A film and panel-discussion about worldwide oppression of women and girls and the efforts to expose and end it. The evening features a condensed version (41 minutes) of the PBS documentary film Half the Sky: Turning Oppression into Opportunity for Women Worldwide (based on a book by the same name by Pulitzer Prize winners Nicholas Kristoff and Sheryl Wudunn's) and is followed by a panel discussion about the issues and solutions. Panelists include Dr. Sabine Volchok, a family practitioner who volunteered recently at a Somali hospital featured in the film, and Lynn Renken, Mercy Corps' youth and adolescent girls senior advisor.
"In the 19th Century," writes journalist Nicholas Kristoff in a 2009 New York Times article, "the paramount moral challenge was slavery. In the 20th century, it was totalitarianism. In this century, it is the brutality inflicted on so many women and girls around the globe: sex trafficking, acid attacks, bride burnings and mass rape." Kristoff goes on to make the point that the countries where women experience the worst and most prolonged oppression are often the poorest and most chaotic. We have now come to realize that the best way to fight poverty and extremism is to focus on girls.
"The world is awakening to a powerful truth: Women and girls aren’t the problem; they’re the solution," writes Kristoff.
Kristoff wrote a book with his wife, journalist Sheryl Wudunn, called Half the Sky: Turning Oppression into Opportunity for Women Worldwide that chronicles the experiences of young women and girls in Africa and Asia who are subjugated to relentless and brutal oppression. As is often the case, these women are extraordinarily strong and resilient -- against all odds. Driven by their devotion to their children and families, they survive and in some cases, work to change the fortune of other women and girls.
The book was made into a documentary and aired earlier this month on PBS. Filmed in 10 countries, Half the Sky follows Nicholas Kristof, Sheryl WuDunn, and celebrity activists America Ferrera, Diane Lane, Eva Mendes, Meg Ryan, Gabrielle Union, and Olivia Wilde on a journey to tell the stories of inspiring, courageous individuals. The 2-part, 4-hour documentary is condensed down to a little over 41 minutes for this viewing, and will be followed by a panel discussion of the issues raised, focusing on education for girls in developing countries.

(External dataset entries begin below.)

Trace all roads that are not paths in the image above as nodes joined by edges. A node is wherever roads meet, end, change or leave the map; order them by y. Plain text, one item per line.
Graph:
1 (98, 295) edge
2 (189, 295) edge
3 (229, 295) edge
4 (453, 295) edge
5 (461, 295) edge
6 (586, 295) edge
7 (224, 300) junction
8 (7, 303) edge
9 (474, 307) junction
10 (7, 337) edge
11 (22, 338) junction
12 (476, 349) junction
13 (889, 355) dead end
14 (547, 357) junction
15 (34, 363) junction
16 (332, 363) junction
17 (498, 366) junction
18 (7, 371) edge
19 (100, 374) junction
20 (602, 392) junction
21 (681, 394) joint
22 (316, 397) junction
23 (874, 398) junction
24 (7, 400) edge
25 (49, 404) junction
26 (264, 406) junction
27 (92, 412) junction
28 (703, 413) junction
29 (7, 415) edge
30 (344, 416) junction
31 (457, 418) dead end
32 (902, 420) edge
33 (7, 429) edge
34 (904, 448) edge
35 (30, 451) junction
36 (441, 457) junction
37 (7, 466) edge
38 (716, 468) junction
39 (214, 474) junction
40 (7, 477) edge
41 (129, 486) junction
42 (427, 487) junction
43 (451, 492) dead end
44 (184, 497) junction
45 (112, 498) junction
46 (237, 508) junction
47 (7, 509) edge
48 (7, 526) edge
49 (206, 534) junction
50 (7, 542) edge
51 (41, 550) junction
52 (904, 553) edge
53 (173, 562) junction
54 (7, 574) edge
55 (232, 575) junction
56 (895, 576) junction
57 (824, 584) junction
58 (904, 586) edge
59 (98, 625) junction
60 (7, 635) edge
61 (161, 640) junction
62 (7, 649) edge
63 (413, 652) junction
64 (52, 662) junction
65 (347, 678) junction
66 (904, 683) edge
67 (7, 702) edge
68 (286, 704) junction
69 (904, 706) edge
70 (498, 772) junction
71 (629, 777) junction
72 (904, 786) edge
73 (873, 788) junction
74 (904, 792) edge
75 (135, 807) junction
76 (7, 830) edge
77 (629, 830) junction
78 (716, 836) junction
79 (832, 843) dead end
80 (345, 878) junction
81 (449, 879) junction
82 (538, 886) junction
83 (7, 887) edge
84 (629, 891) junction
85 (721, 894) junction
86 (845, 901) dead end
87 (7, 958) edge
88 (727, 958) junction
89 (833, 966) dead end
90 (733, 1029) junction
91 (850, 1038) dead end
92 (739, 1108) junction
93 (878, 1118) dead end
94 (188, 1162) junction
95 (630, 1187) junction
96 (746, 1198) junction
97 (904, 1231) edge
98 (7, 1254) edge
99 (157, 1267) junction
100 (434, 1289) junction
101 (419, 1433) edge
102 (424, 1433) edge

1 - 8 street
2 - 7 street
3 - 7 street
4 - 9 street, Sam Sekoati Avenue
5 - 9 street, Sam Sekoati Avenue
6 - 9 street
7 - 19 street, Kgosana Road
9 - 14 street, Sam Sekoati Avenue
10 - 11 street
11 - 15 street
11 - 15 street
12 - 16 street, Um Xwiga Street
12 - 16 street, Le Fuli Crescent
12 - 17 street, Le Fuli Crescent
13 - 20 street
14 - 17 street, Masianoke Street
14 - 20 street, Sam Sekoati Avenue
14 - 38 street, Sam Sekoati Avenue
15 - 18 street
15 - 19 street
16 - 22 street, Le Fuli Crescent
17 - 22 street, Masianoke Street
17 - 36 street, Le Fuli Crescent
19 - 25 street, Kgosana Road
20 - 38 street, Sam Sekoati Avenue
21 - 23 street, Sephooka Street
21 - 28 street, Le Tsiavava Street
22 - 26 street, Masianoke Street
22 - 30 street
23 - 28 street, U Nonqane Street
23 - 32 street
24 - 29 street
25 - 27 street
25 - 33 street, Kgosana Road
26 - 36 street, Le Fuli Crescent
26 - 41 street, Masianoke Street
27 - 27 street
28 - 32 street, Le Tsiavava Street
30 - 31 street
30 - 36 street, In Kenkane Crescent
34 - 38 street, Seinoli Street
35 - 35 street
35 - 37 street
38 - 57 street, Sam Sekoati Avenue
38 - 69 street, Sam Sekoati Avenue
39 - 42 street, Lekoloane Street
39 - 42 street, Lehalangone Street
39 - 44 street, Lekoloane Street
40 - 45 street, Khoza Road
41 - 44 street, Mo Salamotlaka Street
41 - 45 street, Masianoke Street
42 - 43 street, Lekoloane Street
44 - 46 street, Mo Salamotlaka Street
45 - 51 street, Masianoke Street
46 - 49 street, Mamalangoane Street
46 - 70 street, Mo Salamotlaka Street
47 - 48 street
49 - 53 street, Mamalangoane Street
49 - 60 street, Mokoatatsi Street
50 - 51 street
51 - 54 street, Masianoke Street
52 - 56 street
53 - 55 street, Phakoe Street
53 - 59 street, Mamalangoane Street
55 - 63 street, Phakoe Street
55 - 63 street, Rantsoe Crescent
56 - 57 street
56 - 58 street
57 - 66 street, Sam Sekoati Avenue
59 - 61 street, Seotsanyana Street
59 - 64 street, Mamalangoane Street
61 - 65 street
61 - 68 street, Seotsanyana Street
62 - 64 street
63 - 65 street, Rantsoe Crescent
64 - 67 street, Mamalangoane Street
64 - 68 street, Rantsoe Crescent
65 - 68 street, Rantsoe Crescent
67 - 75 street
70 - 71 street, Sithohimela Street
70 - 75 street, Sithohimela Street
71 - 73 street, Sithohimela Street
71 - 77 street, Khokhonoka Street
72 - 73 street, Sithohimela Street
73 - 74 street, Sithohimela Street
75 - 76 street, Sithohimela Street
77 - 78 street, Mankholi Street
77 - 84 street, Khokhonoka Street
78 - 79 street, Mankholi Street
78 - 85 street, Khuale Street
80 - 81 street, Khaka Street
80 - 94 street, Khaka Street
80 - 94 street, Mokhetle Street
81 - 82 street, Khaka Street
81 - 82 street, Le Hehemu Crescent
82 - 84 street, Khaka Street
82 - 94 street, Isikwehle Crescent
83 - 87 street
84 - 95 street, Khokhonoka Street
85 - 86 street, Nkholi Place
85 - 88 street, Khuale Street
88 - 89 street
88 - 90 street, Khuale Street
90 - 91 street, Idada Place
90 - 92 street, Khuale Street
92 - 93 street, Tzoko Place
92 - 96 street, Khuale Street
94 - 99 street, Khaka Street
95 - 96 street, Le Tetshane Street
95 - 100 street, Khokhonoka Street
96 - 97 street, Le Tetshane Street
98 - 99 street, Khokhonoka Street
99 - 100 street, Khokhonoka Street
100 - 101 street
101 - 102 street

Sabine Volchok, MD MPH, is a physician practicing family medicine and obstetrics at Salud Medical Center in Woodburn, Oregon. Her lifelong passion for maternal and child health most recently took her to the Edna Adan Maternity Hospital in Somaliland where she worked as a staff physician in the maternity ward and pre-and postnatal clinic. Volchok received her medical and public health degree from the Oregon Health & Science University in Portland, Oregon, completed her residency in Family Medicine at Providence in Portland, Oregon and a fellowship in advanced obstetrics in Boston, Massachusetts. In addition to enjoying an active medical practice here at home providing clinical care for migrant farm workers and other immigrants and underserved populations, her international work includes time spent working in Guatemala, Honduras, Nicaragua, India, Bangladesh and Cameroon focusing on improving the quality of obstetrical and neonatal care through education and capacity building.
Lynn Renken is Mercy Corps’ youth and adolescent girls senior adviser, responsible for assisting teams design, implement and evaluate adolescent girl and youth-centered programs. She was a senior fellow at the Nike Foundation, where she managed adolescent girl investments and girl-focused research. From[masked], she was a Mercy Corps program director, supervising program activities, ensuring program quality and leading program development in Indonesia. In Mercy Corps’ headquarters office, she supported programs in different including Central and South Asia. Lynn received her B.A. and M.A. from the University of Oregon; she was a Fulbright recipient in[masked] in Pakistan.
This event is free and open to the public.